Speaking of the angels, all four of the women are wonderful as they sing and dance around the ship throughout the show. Each of them (as Purity, Chastity, Charity, and Virtue) bring something different to the table, and it is fun to watch for all of the differences in their personalities. Not only are they talented performers, but are also responsible for quite a few laughs. It’s the little things, like watching Larissa White slowly raise her dress to show off her leg for Billy, which make the show even funnier.

Jeffrey Wright starred in the first show I ever saw at New Line, High Fidelity, and instantly became one of my favorite actors to look for. After several great performances with New Line, it has been a while since I have seen him in one of their shows. His long-anticipated return quickly exceeds expectations with his comedic portrayal of the arrogant businessman Mr. Whitney. His gruff delivery and harsh attitude are turned up to 11, making it is so much fun watching him do what he does best. Once the character loses his glasses and hits the bar, Wright is at his finest.

Dominic Dowdy-Windsor plays the friendly Bishop who is mistaken for one of the criminals early on in the show. He then returns as the captain of the ship and is great as always. Will Pendergast is solid as both a reporter and the Purser who is trying to track down the disguised gangsters for the rest of the voyage.

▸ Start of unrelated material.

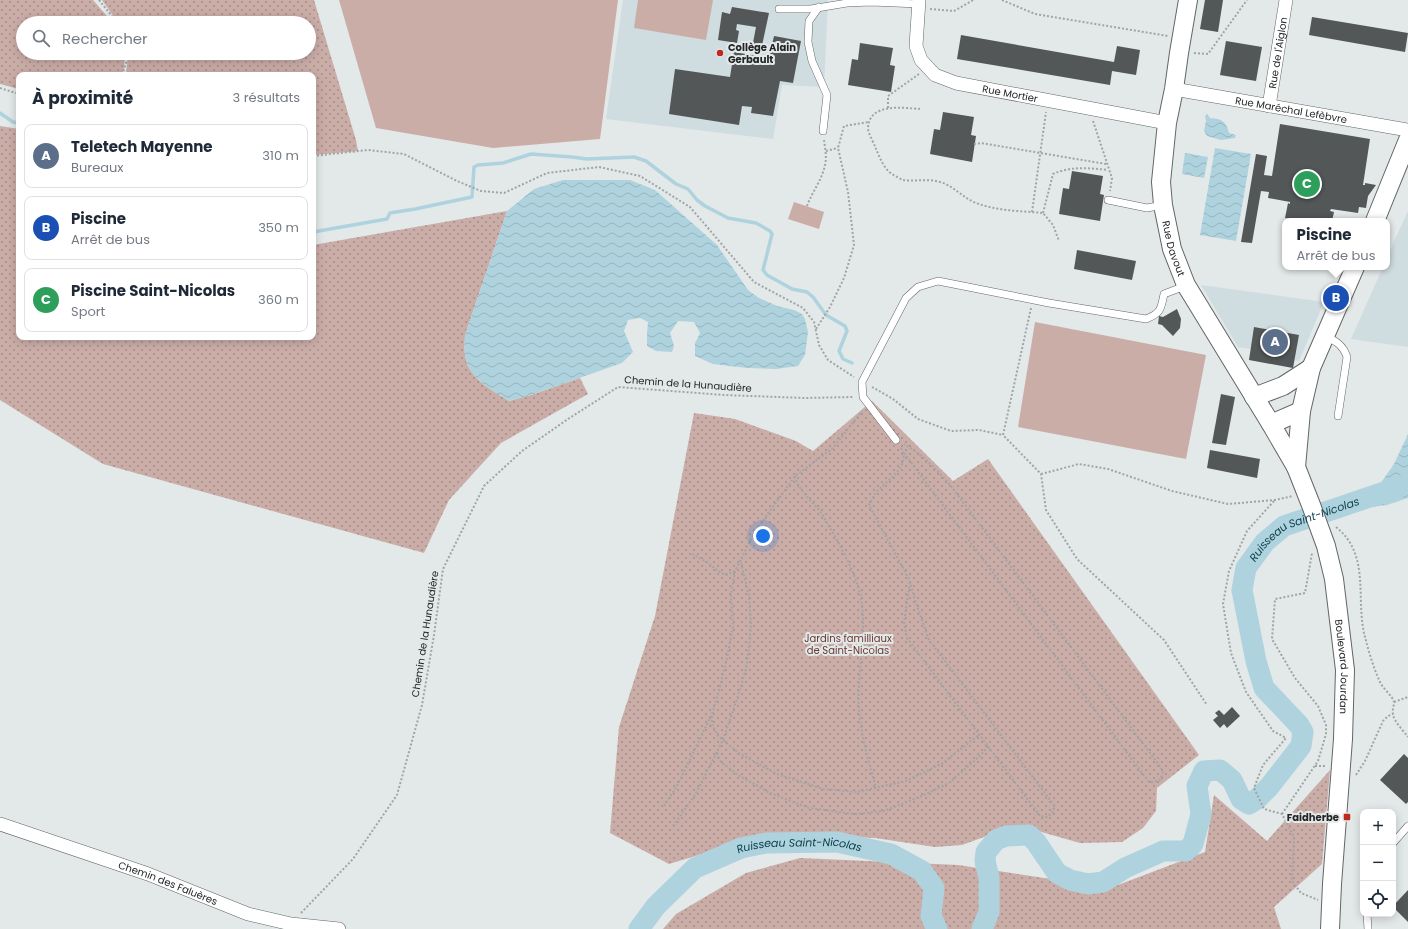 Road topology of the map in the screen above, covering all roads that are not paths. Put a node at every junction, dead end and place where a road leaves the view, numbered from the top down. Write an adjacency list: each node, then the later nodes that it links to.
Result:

Meanwhile, Jason Blackburn and Clayton Humburg are fun to watch as sailors who interact with the angels and keep the ship sailing.

The New Line Band sounds great as they honor Cole Porter with their performance of his best work. And the cast looks great as the dance to the terrific choreography of Michelle Sauer and Sara Rae Womack. Everything about the show is extraordinary, and I couldn’t wipe the silly grin off my face until long after the final number. New Line has yet another hit on their hands, as they introduce audiences to a version of Anything Goes that they are not likely to have seen before. And in my opinion, the very best version possible.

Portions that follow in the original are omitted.